Silica exposure remains a serious threat to nearly 2 million U.S. workers. Silica has been classified as a human lung carcinogen, which means it is known to cause cancer. Additionally, breathing silica dust can cause silicosis. The silica dust enters the lungs and causes the formation of scar tissues. This reduces the lungs' ability to take in oxygen. There is no cure for silicosis. In addition, smoking causes lung damage and adds to the damage caused by breathing silica dust.
As the disease progresses, the worker experience shortness of breath. In the later stages, the worker may experience fatigue, extreme shortness of breath, chest pain, or respiratory failure. In the final stages of the disease, many of those affected have to use medical oxygen and are bedridden or require a wheelchair.
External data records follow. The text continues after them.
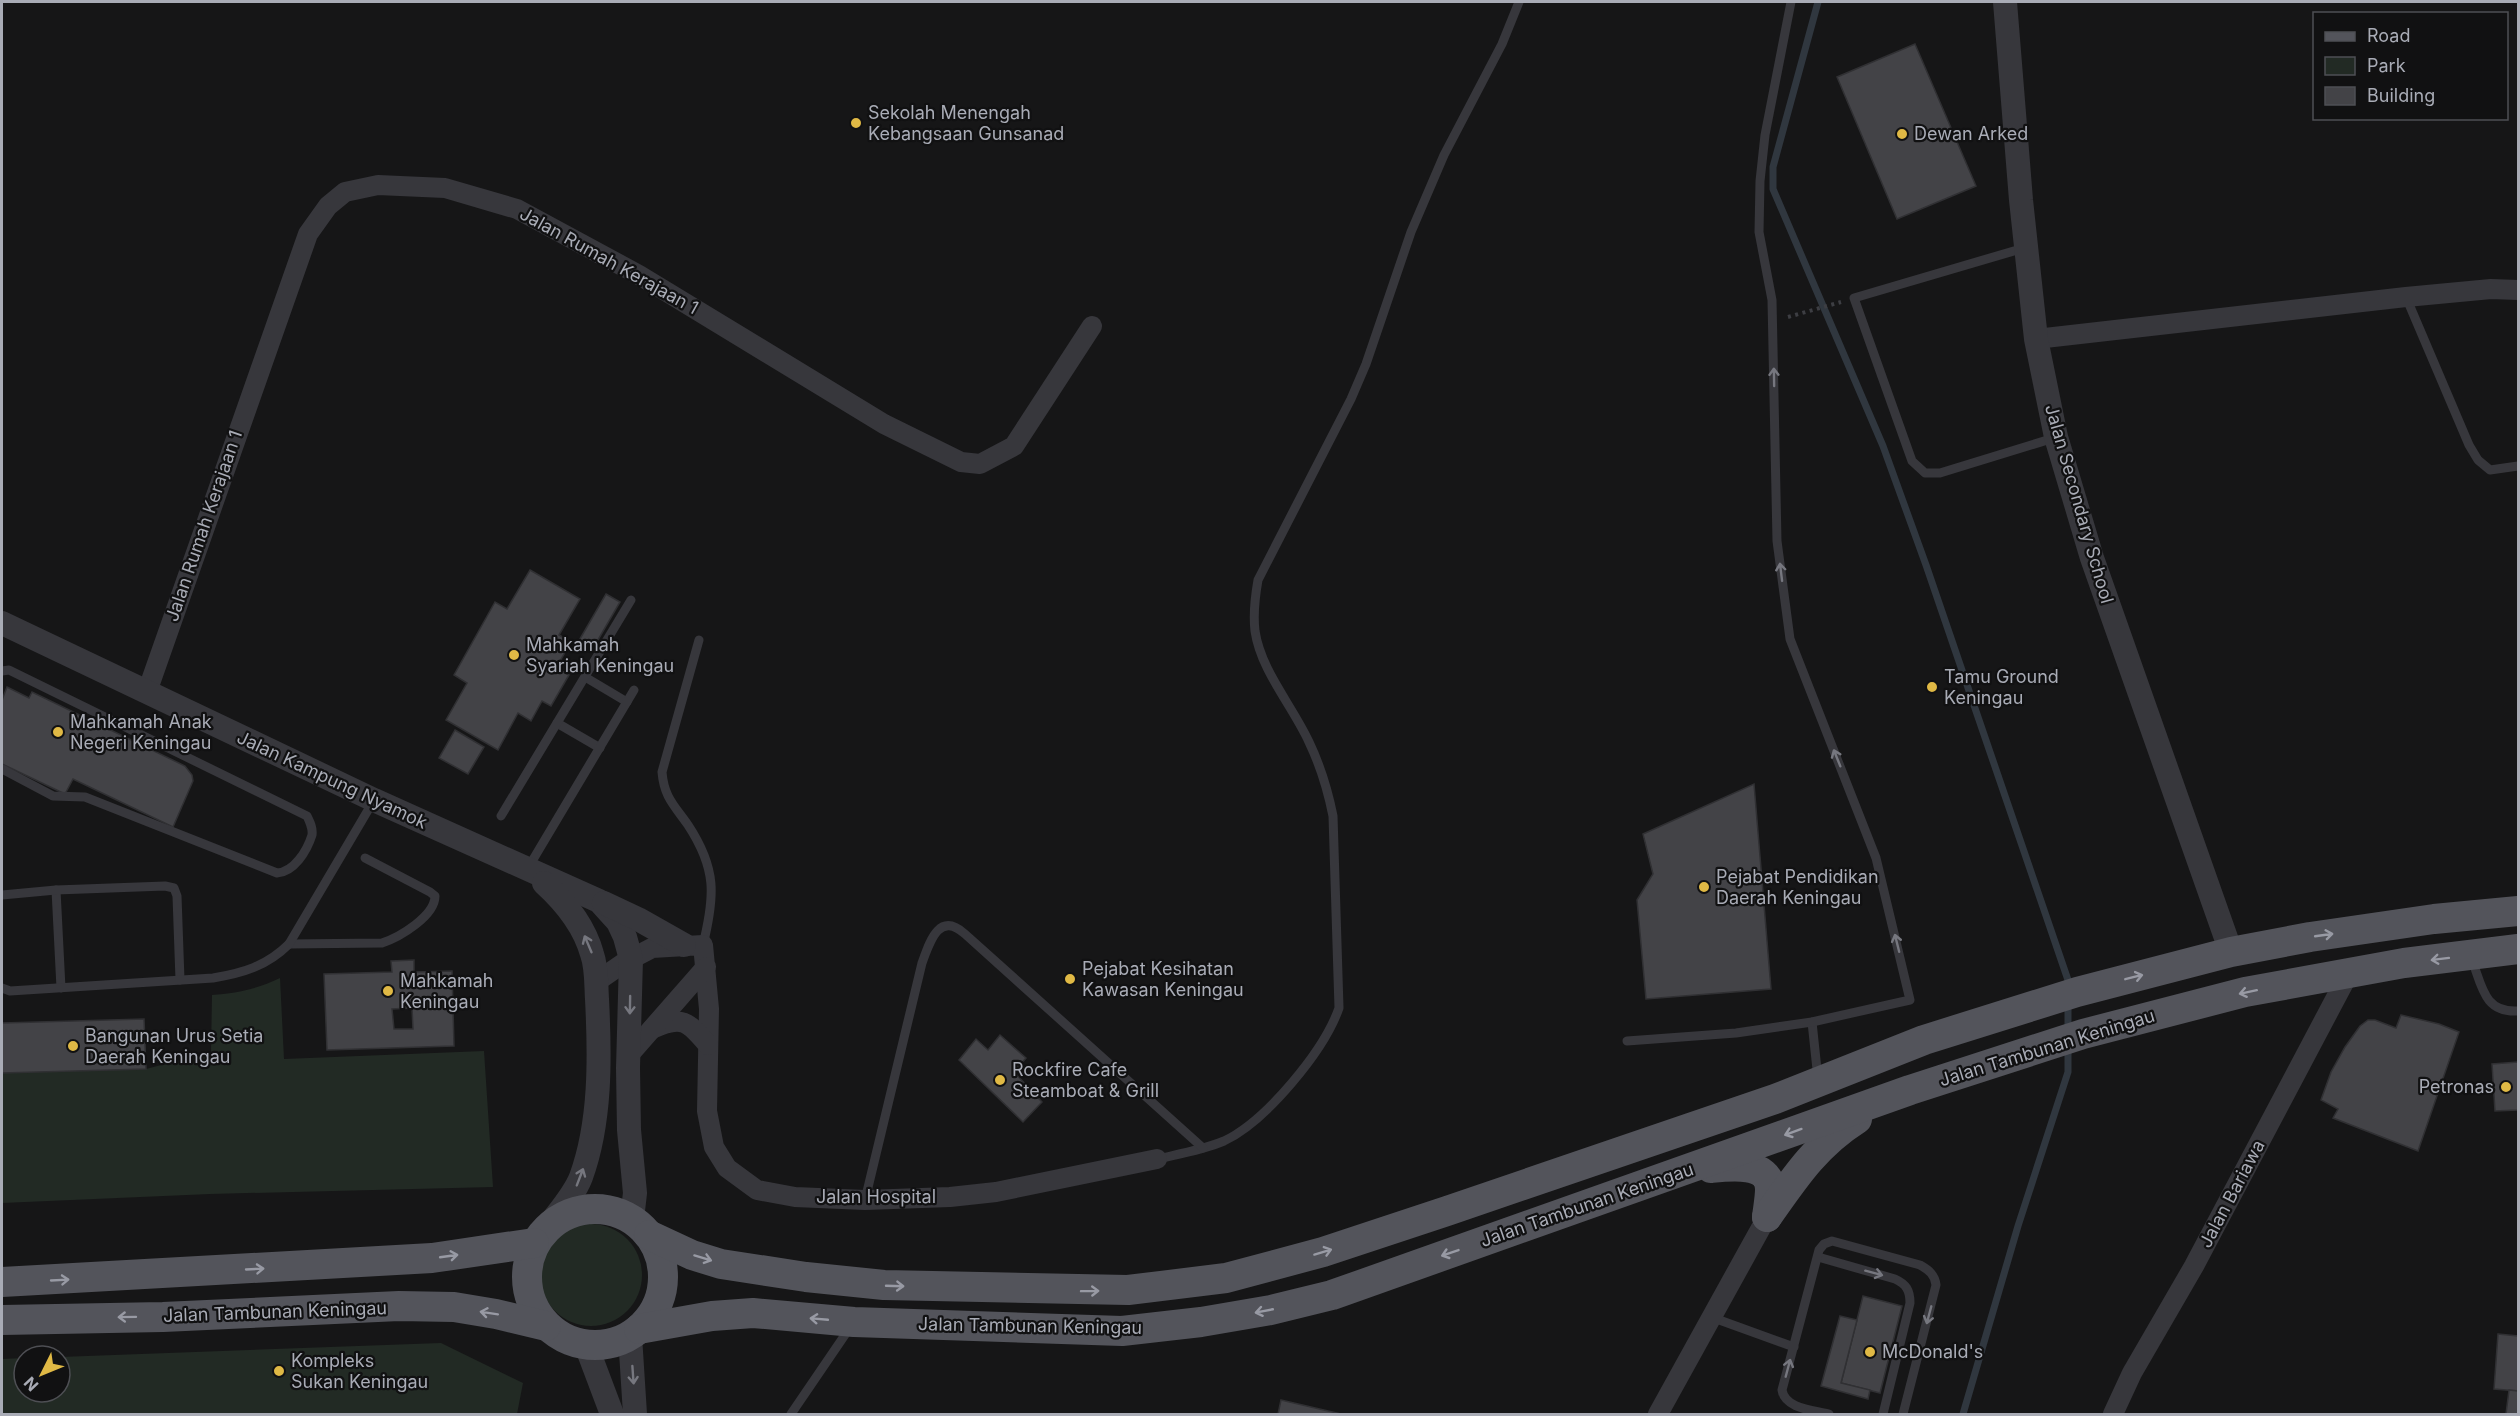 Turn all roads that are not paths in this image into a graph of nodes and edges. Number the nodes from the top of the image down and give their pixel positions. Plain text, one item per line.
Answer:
1 (1519, 2) edge
2 (1791, 2) edge
3 (2005, 2) edge
4 (2026, 247) junction
5 (2518, 290) edge
6 (2406, 297) junction
7 (1092, 326) dead end
8 (2036, 339) junction
9 (2056, 437) junction
10 (2518, 466) edge
11 (631, 600) dead end
12 (2, 623) edge
13 (699, 640) dead end
14 (2, 671) edge
15 (585, 677) junction
16 (634, 690) dead end
17 (147, 692) junction
18 (627, 702) junction
19 (557, 723) junction
20 (600, 748) junction
21 (2, 769) edge
22 (374, 800) junction
23 (501, 816) dead end
24 (365, 858) dead end
25 (530, 872) junction
26 (56, 890) junction
27 (2, 896) edge
28 (599, 901) junction
29 (2518, 911) edge
30 (289, 944) junction
31 (693, 945) junction
32 (2518, 949) edge
33 (2231, 952) junction
34 (2470, 955) junction
35 (631, 958) junction
36 (706, 967) junction
37 (2349, 973) junction
38 (180, 980) junction
39 (596, 981) junction
40 (2, 988) edge
41 (61, 988) junction
42 (2518, 1011) edge
43 (1812, 1022) junction
44 (652, 1029) junction
45 (1627, 1041) dead end
46 (708, 1045) junction
47 (628, 1055) junction
48 (1818, 1082) junction
49 (1910, 1090) junction
50 (1203, 1148) junction
51 (1157, 1160) joint
52 (1684, 1171) junction
53 (865, 1200) junction
54 (1767, 1217) junction
55 (640, 1227) junction
56 (541, 1234) junction
57 (1818, 1257) junction
58 (2, 1282) edge
59 (1712, 1317) junction
60 (2, 1320) edge
61 (854, 1322) junction
62 (546, 1326) junction
63 (635, 1333) junction
64 (586, 1345) junction
65 (1794, 1347) junction
66 (612, 1414) edge
67 (635, 1414) edge
68 (791, 1414) edge
69 (1658, 1414) edge
70 (1829, 1414) edge
71 (1883, 1414) edge
72 (1903, 1414) edge
73 (2114, 1414) edge

1 - 50 lane
43 -> 2 lane
3 - 4 street, Jalan Secondary School
4 - 8 street, Jalan Secondary School
4 - 9 lane
5 - 6 street
6 - 8 street
6 - 10 lane
7 - 17 street, Jalan Rumah Kerajaan 1
8 - 9 street, Jalan Secondary School
9 - 33 street, Jalan Secondary School
11 - 15 lane
12 - 17 street, Jalan Kampung Nyamok
13 - 31 lane
14 - 21 lane
15 - 18 lane
15 - 19 lane
16 - 18 lane
17 - 22 street, Jalan Kampung Nyamok
18 - 20 lane
19 - 20 lane
19 - 23 lane
20 - 25 lane
22 - 25 street, Jalan Kampung Nyamok
22 - 30 lane
24 - 30 lane
25 - 28 street, Jalan Kampung Nyamok
39 -> 25 street, Jalan Kampung Nyamok
26 - 27 lane
26 - 38 lane
26 - 41 lane
28 - 31 street
28 - 35 street, Jalan Kampung Nyamok
33 -> 29 main road, Jalan Tambunan Keningau
30 - 38 lane
31 - 35 street
31 - 36 street, Jalan Hospital
32 - 34 main road, Jalan Tambunan Keningau
48 -> 33 main road, Jalan Tambunan Keningau
34 -> 37 main road, Jalan Tambunan Keningau
34 - 42 lane
35 - 39 street
35 -> 47 street, Jalan Kampung Nyamok
36 - 44 street
36 - 46 street, Jalan Hospital
37 -> 49 main road, Jalan Tambunan Keningau
37 - 73 street, Jalan Bariawa
38 - 41 lane
56 -> 39 street, Jalan Kampung Nyamok
40 - 41 lane
43 - 45 lane
43 - 48 lane
44 - 46 street
44 - 47 street
46 - 53 street, Jalan Hospital
47 - 55 street, Jalan Kampung Nyamok
55 -> 48 main road, Jalan Tambunan Keningau
49 -> 52 main road, Jalan Tambunan Keningau
49 - 54 main road
50 - 51 lane
50 - 53 lane
51 - 53 street, Jalan Hospital
52 - 54 main road
52 -> 61 main road, Jalan Tambunan Keningau
54 - 59 street
55 - 56 main road
55 - 63 main road
58 -> 56 main road
56 - 62 main road
57 - 65 lane
57 -> 71 lane
57 -> 72 lane
59 - 65 lane
59 - 69 street
62 -> 60 main road, Jalan Tambunan Keningau
61 -> 63 main road, Jalan Tambunan Keningau
61 - 68 lane
62 - 64 main road
63 - 64 main road
63 -> 67 street
64 - 66 street
70 -> 65 lane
Exposure occurs during many different construction activities. The most severe exposures have occurred during abrasive blasting with sand to remove paint and rust from bridges, tanks, concrete structures, and other surfaces. Other construction activities that may result in exposure include: jack hammering, concrete demolition, drilling and grinding, brick and concrete block cutting and sawing. This also includes the use of dry cement products like Quikrete during mixing. Sanding of drywall mud is also a source of exposure, along with flooring underlayment removal, such as self-leveling compound. Any time dry cement products become airborne, it is possible to breathe it into your lungs.
OSHA has identified a permissible exposure limit (PEL) for silica. This is the maximum amount of dust that a worker can be exposed to during a work day, without using PPE or engineering controls like HEPA vacuums. OSHA also requires hazard communication training for workers exposed to silica, and requires a respirator program until engineering controls are implemented.
What can employers/employees do to protect against exposures to crystalline silica?
- Replace silica safer substitutes. Sand has been replaced with garnet for blasting.
- Provide engineering or administrative controls, such as a HEPA vacuum or ventilation.
- Use work practices to control dust exposures, water sprays, working upwind from dust.
- Wear only a NIOSH-certified respirator. Do not alter the respirator. Do not wear a tight-fitting respirator with a beard or mustache that prevents a good seal between the respirator and the face.
- Vacuum the dust from your clothes and change into clean clothing before leaving the work site. Do not blow off the dust. Dust on your clothing can harm your family.
- Participate in training and exposure monitoring to determine our exposures.
- Be aware of the operations that create silica exposures in your area and protect yourself.
- Be aware of the health hazards related to exposures to silica. Smoking adds to the lung damage.
- Do not eat, drink, smoke, or apply cosmetics in areas where silica dust is present.
- Wash your hands and face outside of dusty areas before performing any of these activities.
- If concrete dust is visible in the air, you are probably exceeding the safe limit and need protection.